L2G-Net: Local to Global Spectral Graph Neural Networks via Cauchy Factorizations
arXiv:2602.18837v1 Announce Type: new Abstract: Despite their theoretical advantages, spectral methods based on the graph Fourier transform (GFT) are seldom used in graph neural networks (GNNs) due to the cost of computing the eigenbasis and the lack of vertex-domain locality in spectral representations. As a result, most GNNs rely on local approximations such as polynomial Laplacian filters or message passing, which limit their ability to model long-range dependencies. In this paper, we introduce a novel factorization of the GFT into operators acting on subgraphs, which are then combined via a sequence of Cauchy matrices. We use this factorization to propose a new class of spectral GNNs, which we term L2G-Net (Local-to-Global Net). Unlike existing spectral methods, which are either fully global (when they use the GFT) or local (when they use polynomial filters), L2G-Net operates by processing the spectral representations of subgraphs and then combining them via structured matrices. O
arXiv:2602.18837v1 Announce Type: new Abstract: Despite their theoretical advantages, spectral methods based on the graph Fourier transform (GFT) are seldom used in graph neural networks (GNNs) due to the cost of computing the eigenbasis and the lack of vertex-domain locality in spectral representations. As a result, most GNNs rely on local approximations such as polynomial Laplacian filters or message passing, which limit their ability to model long-range dependencies. In this paper, we introduce a novel factorization of the GFT into operators acting on subgraphs, which are then combined via a sequence of Cauchy matrices. We use this factorization to propose a new class of spectral GNNs, which we term L2G-Net (Local-to-Global Net). Unlike existing spectral methods, which are either fully global (when they use the GFT) or local (when they use polynomial filters), L2G-Net operates by processing the spectral representations of subgraphs and then combining them via structured matrices. Our algorithm avoids full eigendecompositions, exploiting graph topology to construct the factorization with quadratic complexity in the number of nodes, scaled by the subgraph interface size. Experiments on benchmarks stressing non-local dependencies show that L2G-Net outperforms existing spectral techniques and is competitive with the state-of-the-art with orders of magnitude fewer learnable parameters.
Executive Summary
The article introduces L2G-Net, a novel spectral graph neural network that leverages a factorization of the graph Fourier transform into operators acting on subgraphs. This approach enables the efficient processing of spectral representations of subgraphs and their combination via structured matrices, avoiding full eigendecompositions and reducing computational complexity. L2G-Net demonstrates competitive performance with state-of-the-art methods while requiring significantly fewer learnable parameters, making it a promising solution for modeling long-range dependencies in graphs.
Key Points
- ▸ Introduction of L2G-Net, a novel spectral graph neural network
- ▸ Factorization of the graph Fourier transform into subgraph operators
- ▸ Efficient processing of spectral representations with reduced computational complexity
Merits
Efficient Spectral Processing
L2G-Net's factorization approach enables efficient processing of spectral representations, reducing computational complexity and avoiding full eigendecompositions.
Competitive Performance
L2G-Net demonstrates competitive performance with state-of-the-art methods, despite requiring significantly fewer learnable parameters.
Demerits
Limited Interpretability
The use of structured matrices and subgraph operators may limit the interpretability of L2G-Net's results and decisions.
Expert Commentary
The introduction of L2G-Net represents a significant advancement in the field of graph neural networks, as it addresses the long-standing issue of efficient spectral processing.

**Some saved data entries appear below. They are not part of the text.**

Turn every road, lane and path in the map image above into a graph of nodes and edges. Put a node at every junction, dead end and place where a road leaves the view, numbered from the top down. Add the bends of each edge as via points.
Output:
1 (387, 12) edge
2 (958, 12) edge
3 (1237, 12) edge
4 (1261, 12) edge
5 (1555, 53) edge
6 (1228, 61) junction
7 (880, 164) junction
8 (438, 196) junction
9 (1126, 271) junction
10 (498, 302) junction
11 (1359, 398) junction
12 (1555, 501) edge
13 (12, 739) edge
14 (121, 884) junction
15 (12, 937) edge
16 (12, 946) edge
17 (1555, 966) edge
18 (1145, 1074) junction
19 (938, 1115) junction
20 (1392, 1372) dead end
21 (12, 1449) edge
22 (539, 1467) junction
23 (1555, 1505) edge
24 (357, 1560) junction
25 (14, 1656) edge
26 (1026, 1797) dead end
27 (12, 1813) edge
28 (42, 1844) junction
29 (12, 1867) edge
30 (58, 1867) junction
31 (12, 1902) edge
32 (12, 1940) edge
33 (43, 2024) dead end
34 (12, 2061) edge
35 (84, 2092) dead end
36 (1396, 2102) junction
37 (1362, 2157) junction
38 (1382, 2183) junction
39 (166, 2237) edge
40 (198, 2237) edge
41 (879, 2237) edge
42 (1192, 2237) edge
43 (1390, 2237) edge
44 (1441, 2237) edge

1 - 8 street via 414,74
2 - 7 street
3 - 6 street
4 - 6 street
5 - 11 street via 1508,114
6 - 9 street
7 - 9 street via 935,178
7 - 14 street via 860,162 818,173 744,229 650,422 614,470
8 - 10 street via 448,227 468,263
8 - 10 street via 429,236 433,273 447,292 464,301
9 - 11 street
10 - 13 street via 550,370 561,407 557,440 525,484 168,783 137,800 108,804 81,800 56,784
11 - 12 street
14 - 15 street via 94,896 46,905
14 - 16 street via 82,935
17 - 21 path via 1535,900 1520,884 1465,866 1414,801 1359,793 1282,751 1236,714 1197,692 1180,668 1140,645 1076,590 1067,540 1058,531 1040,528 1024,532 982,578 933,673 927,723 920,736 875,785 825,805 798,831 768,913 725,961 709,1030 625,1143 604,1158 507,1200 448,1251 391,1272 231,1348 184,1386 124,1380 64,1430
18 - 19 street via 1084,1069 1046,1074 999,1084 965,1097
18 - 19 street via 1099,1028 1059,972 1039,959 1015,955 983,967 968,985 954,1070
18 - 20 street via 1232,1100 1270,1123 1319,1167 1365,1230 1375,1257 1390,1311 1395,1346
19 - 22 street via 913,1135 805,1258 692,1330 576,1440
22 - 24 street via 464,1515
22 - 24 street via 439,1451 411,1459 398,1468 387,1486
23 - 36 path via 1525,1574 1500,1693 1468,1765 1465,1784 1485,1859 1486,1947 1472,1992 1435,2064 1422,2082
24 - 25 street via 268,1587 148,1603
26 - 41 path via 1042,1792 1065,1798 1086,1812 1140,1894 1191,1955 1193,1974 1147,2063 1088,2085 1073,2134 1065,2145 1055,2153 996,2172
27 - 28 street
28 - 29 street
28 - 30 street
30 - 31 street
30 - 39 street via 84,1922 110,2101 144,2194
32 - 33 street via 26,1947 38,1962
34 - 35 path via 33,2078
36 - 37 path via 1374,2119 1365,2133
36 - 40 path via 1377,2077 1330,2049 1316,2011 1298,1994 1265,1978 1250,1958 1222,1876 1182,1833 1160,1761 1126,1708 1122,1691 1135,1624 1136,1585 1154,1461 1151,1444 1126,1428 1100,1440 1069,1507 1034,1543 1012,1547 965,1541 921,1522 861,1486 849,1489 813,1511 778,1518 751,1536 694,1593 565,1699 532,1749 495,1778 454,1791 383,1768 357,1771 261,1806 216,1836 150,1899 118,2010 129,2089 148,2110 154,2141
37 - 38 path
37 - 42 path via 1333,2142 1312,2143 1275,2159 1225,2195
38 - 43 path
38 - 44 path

By leveraging a factorization of the graph Fourier transform, L2G-Net enables the efficient processing of spectral representations, making it a promising solution for modeling long-range dependencies in graphs. The competitive performance of L2G-Net, despite requiring fewer learnable parameters, highlights its potential for practical applications. However, further research is needed to fully understand the implications of L2G-Net's approach and to explore its potential applications in various domains.
Recommendations
- ✓ Further evaluation of L2G-Net on diverse graph-based tasks and datasets to assess its generalizability and robustness.
- ✓ Investigation of L2G-Net's potential applications in areas like network analysis, recommendation systems, and social network analysis, with a focus on its efficiency and effectiveness.